• PROBLEM TO SOLVE:
Keep the pictures out and restate every record exactly.

• RAW DATA:
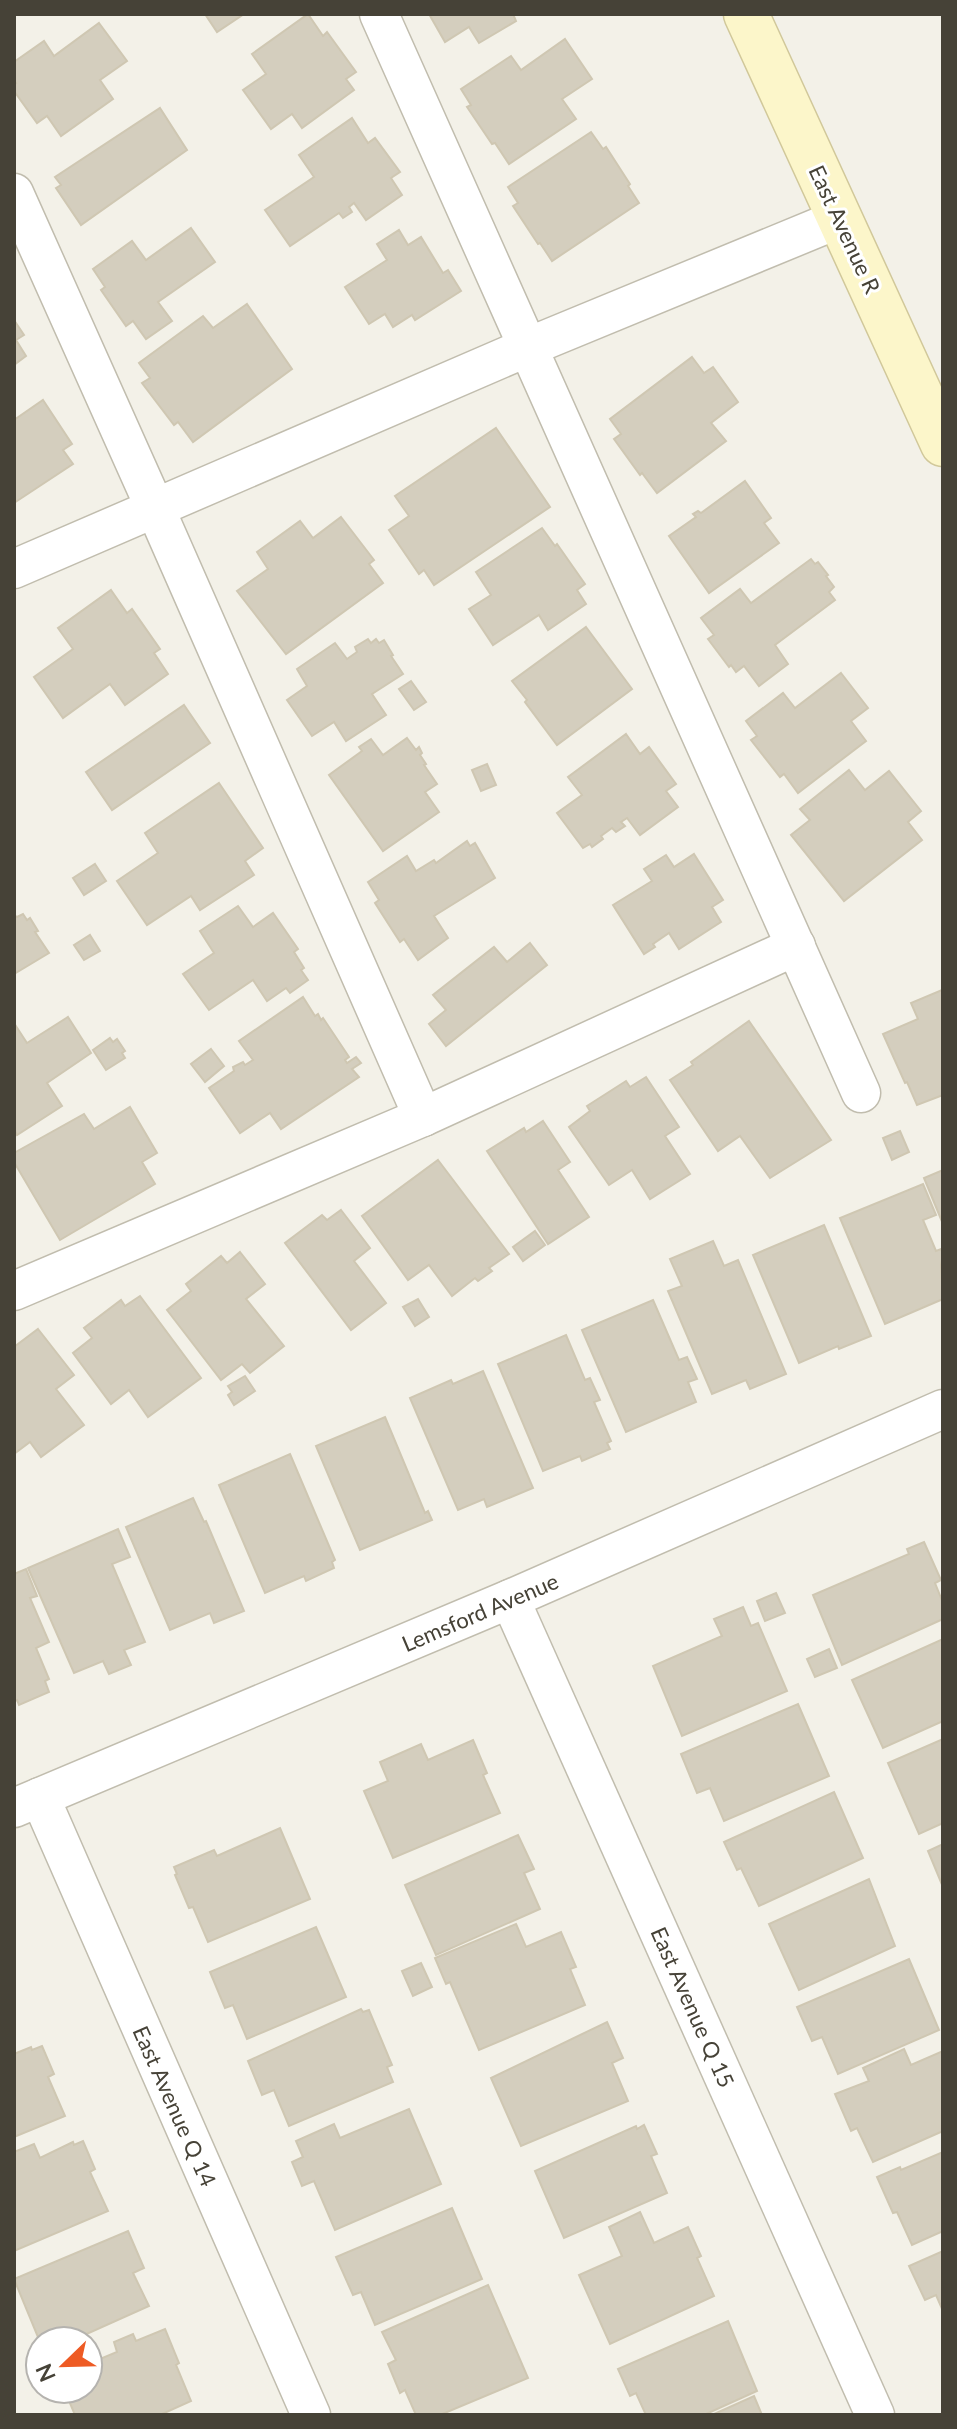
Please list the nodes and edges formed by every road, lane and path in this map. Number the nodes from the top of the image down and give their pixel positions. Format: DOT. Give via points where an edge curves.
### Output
graph roads {
  1 [pos="379,14"];
  2 [pos="746,14"];
  3 [pos="14,193"];
  4 [pos="841,218"];
  5 [pos="528,347"];
  6 [pos="943,444"];
  7 [pos="155,508"];
  8 [pos="14,569"];
  9 [pos="796,946"];
  10 [pos="861,1093"];
  11 [pos="423,1117"];
  12 [pos="14,1291"];
  13 [pos="943,1409"];
  14 [pos="510,1599"];
  15 [pos="27,1803"];
  16 [pos="311,2415"];
  17 [pos="875,2415"];
  1 -- 5 [label="street"];
  2 -- 4 [label="main road, East Avenue R"];
  3 -- 7 [label="street"];
  4 -- 5 [label="street"];
  4 -- 6 [label="main road, East Avenue R"];
  5 -- 7 [label="street"];
  5 -- 9 [label="street"];
  7 -- 8 [label="street"];
  7 -- 11 [label="street"];
  9 -- 10 [label="street"];
  9 -- 11 [label="street"];
  11 -- 12 [label="street"];
  13 -- 14 [label="street, Lemsford Avenue"];
  14 -- 15 [label="street, Lemsford Avenue"];
  14 -- 17 [label="street, East Avenue Q 15"];
  15 -- 16 [label="street, East Avenue Q 14"];
}
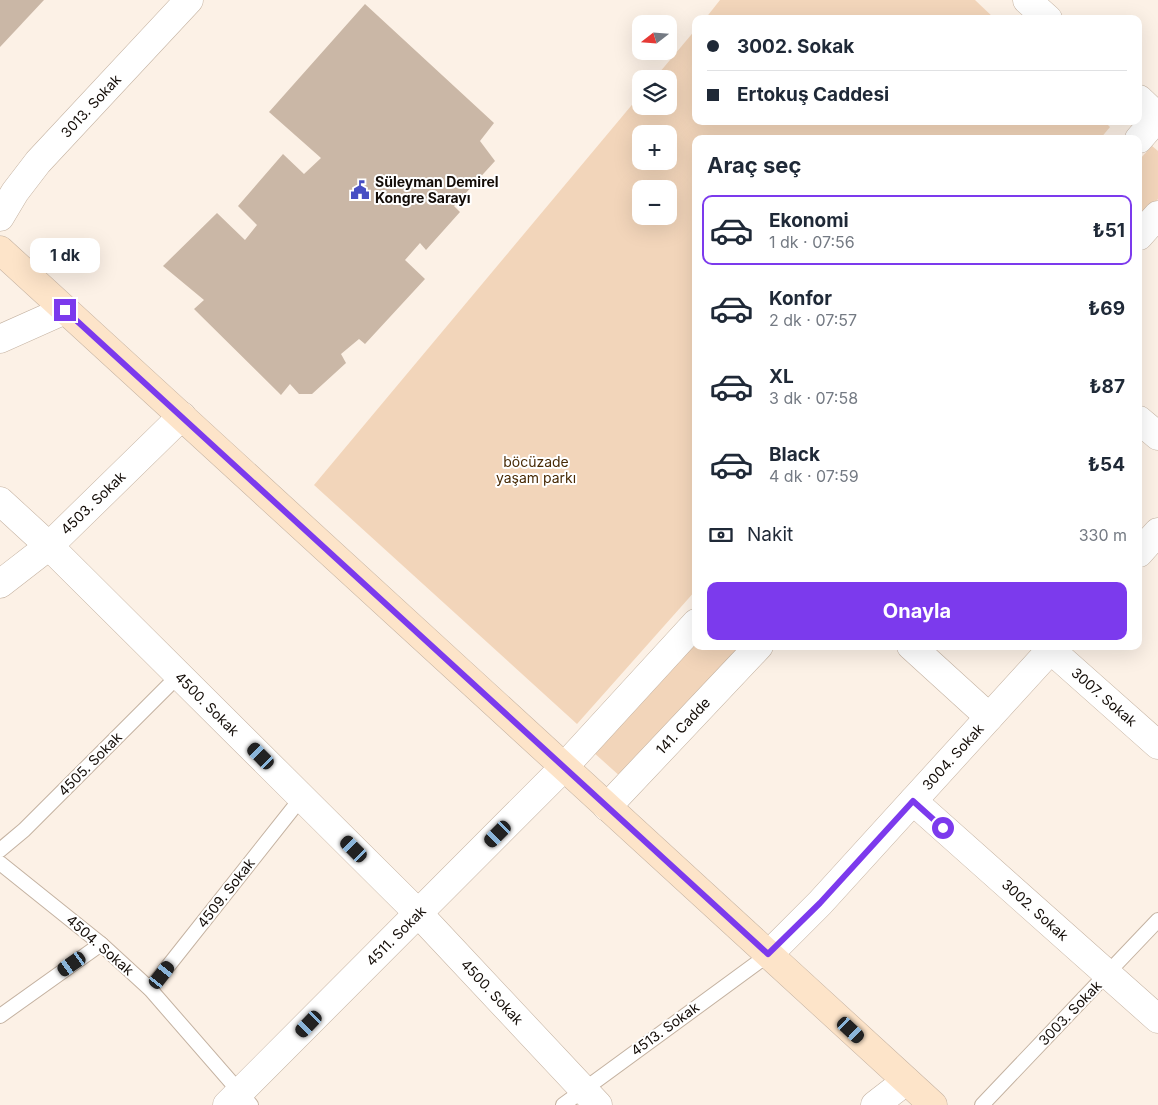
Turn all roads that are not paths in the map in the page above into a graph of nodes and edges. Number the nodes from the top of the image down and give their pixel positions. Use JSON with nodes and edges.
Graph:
{"nodes":[{"id":1,"x":189,"y":0,"type":"edge"},
{"id":2,"x":1027,"y":0,"type":"edge"},
{"id":3,"x":1044,"y":15,"type":"edge"},
{"id":4,"x":1142,"y":103,"type":"edge"},
{"id":5,"x":1158,"y":117,"type":"edge"},
{"id":6,"x":1142,"y":136,"type":"edge"},
{"id":7,"x":1158,"y":215,"type":"edge"},
{"id":8,"x":0,"y":217,"type":"edge"},
{"id":9,"x":1142,"y":233,"type":"edge"},
{"id":10,"x":0,"y":250,"type":"edge"},
{"id":11,"x":65,"y":310,"type":"junction"},
{"id":12,"x":0,"y":339,"type":"edge"},
{"id":13,"x":182,"y":416,"type":"junction"},
{"id":14,"x":1142,"y":423,"type":"edge"},
{"id":15,"x":1158,"y":436,"type":"edge"},
{"id":16,"x":0,"y":501,"type":"edge"},
{"id":17,"x":1158,"y":532,"type":"edge"},
{"id":18,"x":49,"y":546,"type":"junction"},
{"id":19,"x":1142,"y":550,"type":"edge"},
{"id":20,"x":0,"y":584,"type":"edge"},
{"id":21,"x":692,"y":627,"type":"edge"},
{"id":22,"x":754,"y":650,"type":"edge"},
{"id":23,"x":915,"y":650,"type":"edge"},
{"id":24,"x":1050,"y":650,"type":"edge"},
{"id":25,"x":1054,"y":650,"type":"edge"},
{"id":26,"x":179,"y":675,"type":"junction"},
{"id":27,"x":989,"y":718,"type":"junction"},
{"id":28,"x":1158,"y":745,"type":"edge"},
{"id":29,"x":564,"y":767,"type":"junction"},
{"id":30,"x":302,"y":797,"type":"junction"},
{"id":31,"x":913,"y":801,"type":"junction"},
{"id":32,"x":607,"y":807,"type":"junction"},
{"id":33,"x":0,"y":850,"type":"edge"},
{"id":34,"x":0,"y":863,"type":"edge"},
{"id":35,"x":418,"y":913,"type":"junction"},
{"id":36,"x":1158,"y":920,"type":"edge"},
{"id":37,"x":101,"y":944,"type":"junction"},
{"id":38,"x":768,"y":954,"type":"junction"},
{"id":39,"x":1107,"y":974,"type":"junction"},
{"id":40,"x":150,"y":990,"type":"junction"},
{"id":41,"x":0,"y":1016,"type":"edge"},
{"id":42,"x":1158,"y":1019,"type":"edge"},
{"id":43,"x":906,"y":1081,"type":"junction"},
{"id":44,"x":581,"y":1100,"type":"edge"},
{"id":45,"x":239,"y":1101,"type":"edge"},
{"id":46,"x":875,"y":1105,"type":"edge"},
{"id":47,"x":933,"y":1105,"type":"edge"},
{"id":48,"x":982,"y":1105,"type":"edge"}],
"edges":[{"from":1,"to":8,"type":"street","name":"3013. Sokak"},
{"from":2,"to":3,"type":"street"},
{"from":4,"to":5,"type":"street"},
{"from":5,"to":6,"type":"street"},
{"from":7,"to":9,"type":"street"},
{"from":10,"to":11,"type":"main road"},
{"from":11,"to":12,"type":"street"},
{"from":11,"to":13,"type":"main road"},
{"from":13,"to":18,"type":"street","name":"4503. Sokak"},
{"from":13,"to":29,"type":"main road"},
{"from":14,"to":15,"type":"street"},
{"from":16,"to":18,"type":"street","name":"4500. Sokak"},
{"from":17,"to":19,"type":"street"},
{"from":18,"to":20,"type":"street","name":"4503. Sokak"},
{"from":18,"to":26,"type":"street","name":"4500. Sokak"},
{"from":21,"to":29,"type":"street"},
{"from":22,"to":32,"type":"street","name":"141. Cadde"},
{"from":23,"to":27,"type":"street"},
{"from":24,"to":27,"type":"street","name":"3004. Sokak"},
{"from":25,"to":28,"type":"street","name":"3007. Sokak"},
{"from":26,"to":30,"type":"street","name":"4500. Sokak"},
{"from":26,"to":33,"type":"lane","name":"4505. Sokak"},
{"from":27,"to":31,"type":"street","name":"3004. Sokak"},
{"from":29,"to":32,"type":"main road"},
{"from":29,"to":35,"type":"street","name":"4511. Sokak"},
{"from":30,"to":35,"type":"street","name":"4500. Sokak"},
{"from":30,"to":40,"type":"lane","name":"4509. Sokak"},
{"from":31,"to":38,"type":"street","name":"3004. Sokak"},
{"from":31,"to":39,"type":"street","name":"3002. Sokak"},
{"from":32,"to":38,"type":"main road"},
{"from":34,"to":37,"type":"lane","name":"4504. Sokak"},
{"from":35,"to":44,"type":"street","name":"4500. Sokak"},
{"from":35,"to":45,"type":"street","name":"4511. Sokak"},
{"from":36,"to":39,"type":"lane","name":"3003. Sokak"},
{"from":37,"to":40,"type":"lane","name":"4504. Sokak"},
{"from":37,"to":41,"type":"lane"},
{"from":38,"to":43,"type":"main road"},
{"from":38,"to":44,"type":"lane","name":"4513. Sokak"},
{"from":39,"to":42,"type":"street","name":"3002. Sokak"},
{"from":39,"to":48,"type":"lane","name":"3003. Sokak"},
{"from":40,"to":45,"type":"lane","name":"4504. Sokak"},
{"from":43,"to":46,"type":"street"},
{"from":43,"to":47,"type":"main road"}]}
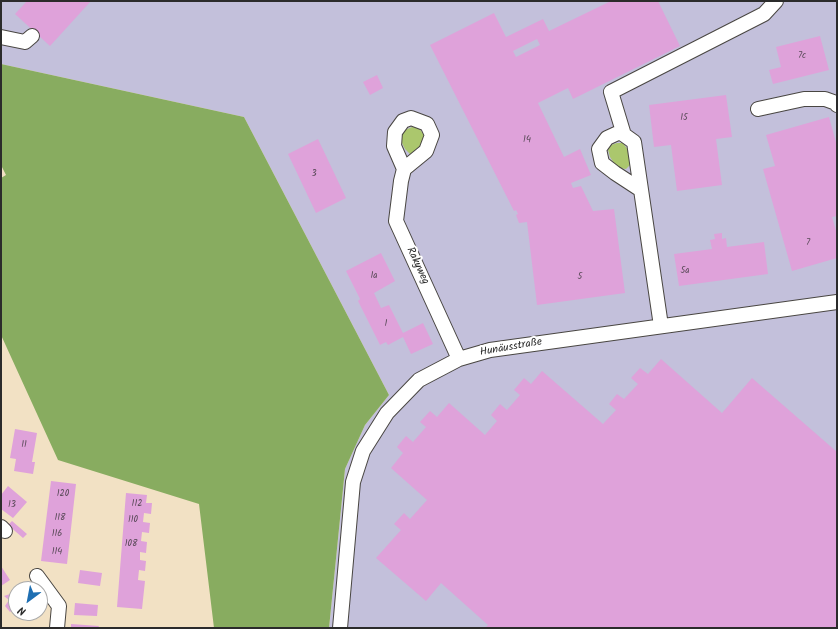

• RESPONSE:
Please list the nodes and edges formed by every road, lane and path in this map. Number the nodes from the top of the image down and give their pixel positions. Format: DOT. Give via points where an edge curves.
### Output
graph roads {
  1 [pos="379,14"];
  2 [pos="746,14"];
  3 [pos="14,193"];
  4 [pos="841,218"];
  5 [pos="528,347"];
  6 [pos="943,444"];
  7 [pos="155,508"];
  8 [pos="14,569"];
  9 [pos="796,946"];
  10 [pos="861,1093"];
  11 [pos="423,1117"];
  12 [pos="14,1291"];
  13 [pos="943,1409"];
  14 [pos="510,1599"];
  15 [pos="27,1803"];
  16 [pos="311,2415"];
  17 [pos="875,2415"];
  1 -- 5 [label="street"];
  2 -- 4 [label="main road, East Avenue R"];
  3 -- 7 [label="street"];
  4 -- 5 [label="street"];
  4 -- 6 [label="main road, East Avenue R"];
  5 -- 7 [label="street"];
  5 -- 9 [label="street"];
  7 -- 8 [label="street"];
  7 -- 11 [label="street"];
  9 -- 10 [label="street"];
  9 -- 11 [label="street"];
  11 -- 12 [label="street"];
  13 -- 14 [label="street, Lemsford Avenue"];
  14 -- 15 [label="street, Lemsford Avenue"];
  14 -- 17 [label="street, East Avenue Q 15"];
  15 -- 16 [label="street, East Avenue Q 14"];
}
Turn all roads that are not paths in the map in the page above into a graph of nodes and edges. Number the nodes from the top of the image down and give their pixel positions. Use JSON with nodes and edges.
Graph:
{"nodes":[{"id":1,"x":189,"y":0,"type":"edge"},
{"id":2,"x":1027,"y":0,"type":"edge"},
{"id":3,"x":1044,"y":15,"type":"edge"},
{"id":4,"x":1142,"y":103,"type":"edge"},
{"id":5,"x":1158,"y":117,"type":"edge"},
{"id":6,"x":1142,"y":136,"type":"edge"},
{"id":7,"x":1158,"y":215,"type":"edge"},
{"id":8,"x":0,"y":217,"type":"edge"},
{"id":9,"x":1142,"y":233,"type":"edge"},
{"id":10,"x":0,"y":250,"type":"edge"},
{"id":11,"x":65,"y":310,"type":"junction"},
{"id":12,"x":0,"y":339,"type":"edge"},
{"id":13,"x":182,"y":416,"type":"junction"},
{"id":14,"x":1142,"y":423,"type":"edge"},
{"id":15,"x":1158,"y":436,"type":"edge"},
{"id":16,"x":0,"y":501,"type":"edge"},
{"id":17,"x":1158,"y":532,"type":"edge"},
{"id":18,"x":49,"y":546,"type":"junction"},
{"id":19,"x":1142,"y":550,"type":"edge"},
{"id":20,"x":0,"y":584,"type":"edge"},
{"id":21,"x":692,"y":627,"type":"edge"},
{"id":22,"x":754,"y":650,"type":"edge"},
{"id":23,"x":915,"y":650,"type":"edge"},
{"id":24,"x":1050,"y":650,"type":"edge"},
{"id":25,"x":1054,"y":650,"type":"edge"},
{"id":26,"x":179,"y":675,"type":"junction"},
{"id":27,"x":989,"y":718,"type":"junction"},
{"id":28,"x":1158,"y":745,"type":"edge"},
{"id":29,"x":564,"y":767,"type":"junction"},
{"id":30,"x":302,"y":797,"type":"junction"},
{"id":31,"x":913,"y":801,"type":"junction"},
{"id":32,"x":607,"y":807,"type":"junction"},
{"id":33,"x":0,"y":850,"type":"edge"},
{"id":34,"x":0,"y":863,"type":"edge"},
{"id":35,"x":418,"y":913,"type":"junction"},
{"id":36,"x":1158,"y":920,"type":"edge"},
{"id":37,"x":101,"y":944,"type":"junction"},
{"id":38,"x":768,"y":954,"type":"junction"},
{"id":39,"x":1107,"y":974,"type":"junction"},
{"id":40,"x":150,"y":990,"type":"junction"},
{"id":41,"x":0,"y":1016,"type":"edge"},
{"id":42,"x":1158,"y":1019,"type":"edge"},
{"id":43,"x":906,"y":1081,"type":"junction"},
{"id":44,"x":581,"y":1100,"type":"edge"},
{"id":45,"x":239,"y":1101,"type":"edge"},
{"id":46,"x":875,"y":1105,"type":"edge"},
{"id":47,"x":933,"y":1105,"type":"edge"},
{"id":48,"x":982,"y":1105,"type":"edge"}],
"edges":[{"from":1,"to":8,"type":"street","name":"3013. Sokak"},
{"from":2,"to":3,"type":"street"},
{"from":4,"to":5,"type":"street"},
{"from":5,"to":6,"type":"street"},
{"from":7,"to":9,"type":"street"},
{"from":10,"to":11,"type":"main road"},
{"from":11,"to":12,"type":"street"},
{"from":11,"to":13,"type":"main road"},
{"from":13,"to":18,"type":"street","name":"4503. Sokak"},
{"from":13,"to":29,"type":"main road"},
{"from":14,"to":15,"type":"street"},
{"from":16,"to":18,"type":"street","name":"4500. Sokak"},
{"from":17,"to":19,"type":"street"},
{"from":18,"to":20,"type":"street","name":"4503. Sokak"},
{"from":18,"to":26,"type":"street","name":"4500. Sokak"},
{"from":21,"to":29,"type":"street"},
{"from":22,"to":32,"type":"street","name":"141. Cadde"},
{"from":23,"to":27,"type":"street"},
{"from":24,"to":27,"type":"street","name":"3004. Sokak"},
{"from":25,"to":28,"type":"street","name":"3007. Sokak"},
{"from":26,"to":30,"type":"street","name":"4500. Sokak"},
{"from":26,"to":33,"type":"lane","name":"4505. Sokak"},
{"from":27,"to":31,"type":"street","name":"3004. Sokak"},
{"from":29,"to":32,"type":"main road"},
{"from":29,"to":35,"type":"street","name":"4511. Sokak"},
{"from":30,"to":35,"type":"street","name":"4500. Sokak"},
{"from":30,"to":40,"type":"lane","name":"4509. Sokak"},
{"from":31,"to":38,"type":"street","name":"3004. Sokak"},
{"from":31,"to":39,"type":"street","name":"3002. Sokak"},
{"from":32,"to":38,"type":"main road"},
{"from":34,"to":37,"type":"lane","name":"4504. Sokak"},
{"from":35,"to":44,"type":"street","name":"4500. Sokak"},
{"from":35,"to":45,"type":"street","name":"4511. Sokak"},
{"from":36,"to":39,"type":"lane","name":"3003. Sokak"},
{"from":37,"to":40,"type":"lane","name":"4504. Sokak"},
{"from":37,"to":41,"type":"lane"},
{"from":38,"to":43,"type":"main road"},
{"from":38,"to":44,"type":"lane","name":"4513. Sokak"},
{"from":39,"to":42,"type":"street","name":"3002. Sokak"},
{"from":39,"to":48,"type":"lane","name":"3003. Sokak"},
{"from":40,"to":45,"type":"lane","name":"4504. Sokak"},
{"from":43,"to":46,"type":"street"},
{"from":43,"to":47,"type":"main road"}]}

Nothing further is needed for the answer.